Communities on the Move

Communities on the Move

Creating Smart, Fair and Healthy Transportation Options For All BC Communities

Vision

We envision that in 10 years, across BC – in communities small and large, it will be easy, safe and enjoyable to get around, whether by walking, biking, ride-sharing, by public transit or in a wheelchair. We want to see the provincial government making progressive investments that support active, connected and healthy communities.

This vision is guided by the following VALUES:

  • Healthy Communities: Safe biking and walking routes, good street design and regular transit should be available to all British Columbians so that it is easy to be active and healthy. These can also make it easier for people to be socially connected which is important for mental health.
  • Mobility for All: A range of transportation options should be available to all British Columbians – including those who live in smaller communities, and vulnerable groups such as children, older adults and those with disabilities or low incomes as well as non-drivers – so that everyone can have access to education, employment, shopping, healthcare, recreation, cultural events and social connections.
  • Clean Air and Environment: Public transit and active modes of transportation should be available to all British Columbians as these can reduce local air pollution and carbon emissions that contribute to climate change.
  • Economic Opportunities and Cost Savings: Active and public transportation facilities are smart investments as they can stimulate local business and tourism in communities of all sizes. These investments can also control rising healthcare costs because regular physical activity keeps people healthier and out of the healthcare system.
  • Consideration of Community Needs: All BC communities should have a range of convenient, affordable transportation options that are tailored to their context – whether urban or remote, dense or dispersed, small or suburban.
  • Safety for All Road Users: The design and rules of the road should ensure that all British Columbians can arrive at their destination safely.

 How do we get there?

  • A Provincial Active Transportation Strategy
    • Invest $100M per year over the next 10 years to support the development of local cycling and walking infrastructure within a larger provincial network.2. Prioritize the completion of connected cycling and walking transportation networks.
    • Develop an Active Transportation unit within the Ministry of Transportation to provide professional planning and policy expertise at the provincial level.
    • Invest in Active School Travel Planning and standarized cycling education for healthy, active children.
  • Investment in transit
    • Invest in the full implementation of the BC Transit Strategic Plan 2030 and local governments’ ‘Transit Future Plans’ to grow transit service and meet local needs.1.
    • Ensure a fair share of capital funding and secure, predictable regional revenue tools for the full implementation of the TransLink Mayor’s Council 10-Year Vision.
    • Continue and expand the universal bus pass (UPASS) program to students and employees of post-secondary institutions.
    • Invest in public transportation systems that serve small, rural, remote and isolated communities such as the use of school buses and bus services that feed into regional centres.
  • Commitment to equity
    • Ensure transit accessibility for people on disability assistance by increasing the affordability of transit passes.
    • Improve handyDART service to meet demand and to expand accessibility to evenings, Sundays and holidays.
    • Ensure funding is allocated geographically and equitably across the province.
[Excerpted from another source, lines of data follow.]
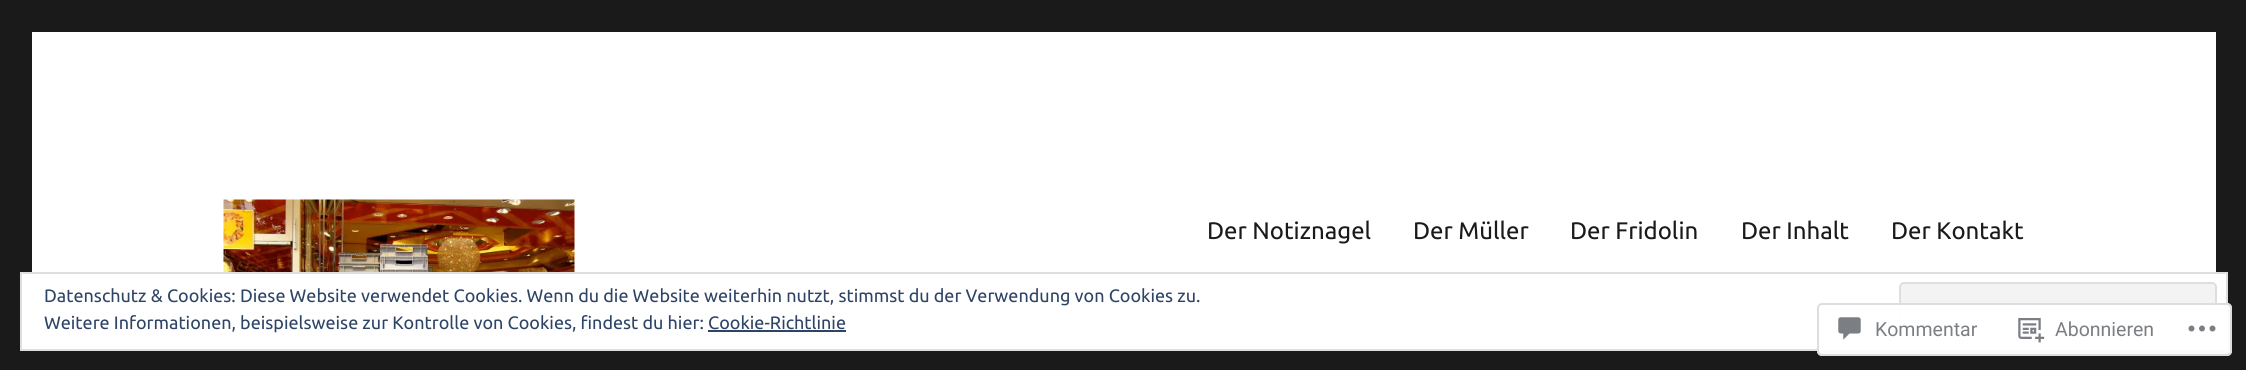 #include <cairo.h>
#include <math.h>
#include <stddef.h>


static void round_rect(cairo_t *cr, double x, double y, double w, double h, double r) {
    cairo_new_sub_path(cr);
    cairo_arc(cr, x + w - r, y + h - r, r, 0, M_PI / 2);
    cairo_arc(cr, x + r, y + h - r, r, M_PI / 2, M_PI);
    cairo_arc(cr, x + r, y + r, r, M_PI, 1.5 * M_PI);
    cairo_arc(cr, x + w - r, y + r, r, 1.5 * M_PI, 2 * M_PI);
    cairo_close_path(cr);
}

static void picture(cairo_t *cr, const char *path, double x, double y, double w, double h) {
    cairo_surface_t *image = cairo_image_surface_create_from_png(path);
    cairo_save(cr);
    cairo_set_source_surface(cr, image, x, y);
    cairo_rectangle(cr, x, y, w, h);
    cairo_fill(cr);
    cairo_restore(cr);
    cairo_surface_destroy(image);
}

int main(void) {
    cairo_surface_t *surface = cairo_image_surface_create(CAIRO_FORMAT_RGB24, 2246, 370);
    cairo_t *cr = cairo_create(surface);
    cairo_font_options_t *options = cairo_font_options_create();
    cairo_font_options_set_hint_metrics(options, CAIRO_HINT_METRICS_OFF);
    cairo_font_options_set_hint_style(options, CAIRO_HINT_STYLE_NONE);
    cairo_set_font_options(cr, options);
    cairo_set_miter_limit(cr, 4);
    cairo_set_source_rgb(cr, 0.102, 0.102, 0.102);
    cairo_paint(cr);
    cairo_set_source_rgb(cr, 1, 1, 1);
    cairo_rectangle(cr, 32, 32, 2184, 240);
    cairo_fill(cr);
    picture(cr, "img1.png", 223, 199, 352, 73);
    cairo_select_font_face(cr, "Ubuntu", CAIRO_FONT_SLANT_NORMAL, CAIRO_FONT_WEIGHT_NORMAL);
    cairo_set_font_size(cr, 24);
    cairo_set_source_rgb(cr, 0.102, 0.102, 0.102);
    cairo_move_to(cr, 1207, 239);
    cairo_show_text(cr, "Der Notiznagel");
    cairo_move_to(cr, 1413, 239);
    cairo_show_text(cr, "Der Müller");
    cairo_move_to(cr, 1570, 239);
    cairo_show_text(cr, "Der Fridolin");
    cairo_move_to(cr, 1741, 239);
    cairo_show_text(cr, "Der Inhalt");
    cairo_move_to(cr, 1891, 239);
    cairo_show_text(cr, "Der Kontakt");
    cairo_set_source_rgb(cr, 1, 1, 1);
    cairo_rectangle(cr, 21, 273, 2206, 77);
    cairo_fill_preserve(cr);
    cairo_set_source_rgb(cr, 0.871, 0.871, 0.871);
    cairo_stroke(cr);
    cairo_set_font_size(cr, 18);
    cairo_set_source_rgb(cr, 0.18, 0.267, 0.404);
    cairo_move_to(cr, 44, 302);
    cairo_show_text(cr, "Datenschutz & Cookies: Diese Website verwendet Cookies. Wenn du die Website weiterhin nutzt, stimmst du der Verwendung von Cookies zu.");
    cairo_set_source_rgb(cr, 0.953, 0.953, 0.953);
    round_rect(cr, 1900, 283, 316, 57, 4);
    cairo_fill_preserve(cr);
    cairo_set_source_rgb(cr, 0.871, 0.871, 0.871);
    cairo_stroke(cr);
    cairo_set_source_rgb(cr, 0.18, 0.267, 0.404);
    cairo_move_to(cr, 44, 329);
    cairo_show_text(cr, "Weitere Informationen, beispielsweise zur Kontrolle von Cookies, findest du hier: Cookie-Richtlinie");
    cairo_rectangle(cr, 708, 330, 138, 2);
    cairo_fill(cr);
    cairo_set_source_rgba(cr, 1, 1, 1, 0.98);
    round_rect(cr, 1817, 303, 415, 53, 5);
    cairo_fill(cr);
    round_rect(cr, 1818, 304, 413, 51, 4);
    cairo_set_source_rgba(cr, 0.863, 0.863, 0.871, 0.98);
    cairo_stroke(cr);
    picture(cr, "img2.png", 1838, 317, 23, 23);
    cairo_select_font_face(cr, "Roboto", CAIRO_FONT_SLANT_NORMAL, CAIRO_FONT_WEIGHT_NORMAL);
    cairo_set_font_size(cr, 19.5);
    cairo_set_source_rgb(cr, 0.482, 0.498, 0.518);
    cairo_move_to(cr, 1875, 336);
    cairo_show_text(cr, "Kommentar");
    picture(cr, "img3.png", 2018, 318, 27, 25);
    cairo_move_to(cr, 2055, 336);
    cairo_show_text(cr, "Abonnieren");
    picture(cr, "img4.png", 2188, 325, 28, 7);
    cairo_surface_write_to_png(surface, "page.png");
    cairo_font_options_destroy(options);
    cairo_destroy(cr);
    cairo_surface_destroy(surface);
    return 0;
}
Recognize infrastructure deficits for pedestrian, cycling and transit modes as well as limitations faced by rural, remote, geographically isolated and small communities as part of funding criteria.
  • Consideration of Regional Needs

    • Work with local governments to establish a Rural Transportation Strategy. Develop and invest in innovative community transportation systems, ride-sharing, tele-services and telecommuting options that can serve rural and remote British Columbians.
    • Develop and support implementation of Winter City Guidelines that give residents the opportunity to be active all year long. This should include operational measures such as snow-clearing for active transportation networks and improved winter road maintenance.
    • Support the Metro Vancouver Mayor’s Council to pursue alternative funding mechanisms.
  • Commitment to Safety
    • Support the BC Road Safety Strategy Vision Zero: work with partners to create safer streets and to eliminate fatalities and serious injuries on the roads of BC. Speed limits should be reduced and strictly enforced, including through the use of cameras and other proven safety measures.
    • Prioritize safety measures for vulnerable road users such as pedestrians, cyclists and those in wheelchairs and mobility devices.

1. Analysis by David Suzuki Foundation shows that although $4.75 billion in provincial funds was promised in the 2008 Provincial Transit Plan – eight years into the 12-year plan, only 23 per cent per cent ($1.1 billion) of the provincial contributions have been realized.  DSF calculates that an average annual investment of $400 M would be required to bridge the funding gap and add the capacity and level of service necessary to reduce traffic congestion, increase ridership and meet the 2020 Climate Change goals as outlined in the 2008 plan.

2. $100 million is an estimate for BC based on our population and what leading jurisdictions spend per person, per year on active transportation infrastructure (Netherlands $40/person/year; Winnipeg $32/person/year; Brisbane $51/person/year; London $27/person/year).  This may seem like a large request but not in terms of transportation infrastructure costs, for example this amount is very close to what the Ministry of Transportation is spending to renovate a single interchange on Highway 1.